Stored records
↓

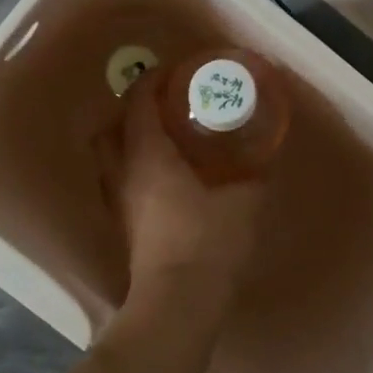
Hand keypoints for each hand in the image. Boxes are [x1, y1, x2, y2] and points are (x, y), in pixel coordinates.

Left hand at [97, 70, 266, 308]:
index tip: (172, 72)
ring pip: (109, 159)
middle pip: (109, 129)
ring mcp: (119, 202)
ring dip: (127, 142)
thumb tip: (263, 155)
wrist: (179, 300)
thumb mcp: (245, 200)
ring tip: (161, 141)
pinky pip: (120, 183)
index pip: (138, 103)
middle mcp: (123, 173)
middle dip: (129, 111)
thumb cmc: (209, 240)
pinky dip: (133, 170)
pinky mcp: (123, 227)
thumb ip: (253, 173)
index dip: (152, 81)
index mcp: (148, 155)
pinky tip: (163, 180)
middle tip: (161, 108)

↑

Work required ->
Each line from the one with "ring dip: (127, 142)" through the last line of the records must be written out word for word. Include nothing else.

Exercise output ->
ring dip: (127, 142)
thumb tip: (263, 155)
wrist: (179, 300)
thumb mcp: (245, 200)
ring tip: (161, 141)
pinky pip: (120, 183)
index pip: (138, 103)
middle mcp: (123, 173)
middle dip: (129, 111)
thumb cmc: (209, 240)
pinky dip: (133, 170)
pinky mcp: (123, 227)
thumb ip: (253, 173)
index dip: (152, 81)
index mcp: (148, 155)
pinky tip: (163, 180)
middle tip: (161, 108)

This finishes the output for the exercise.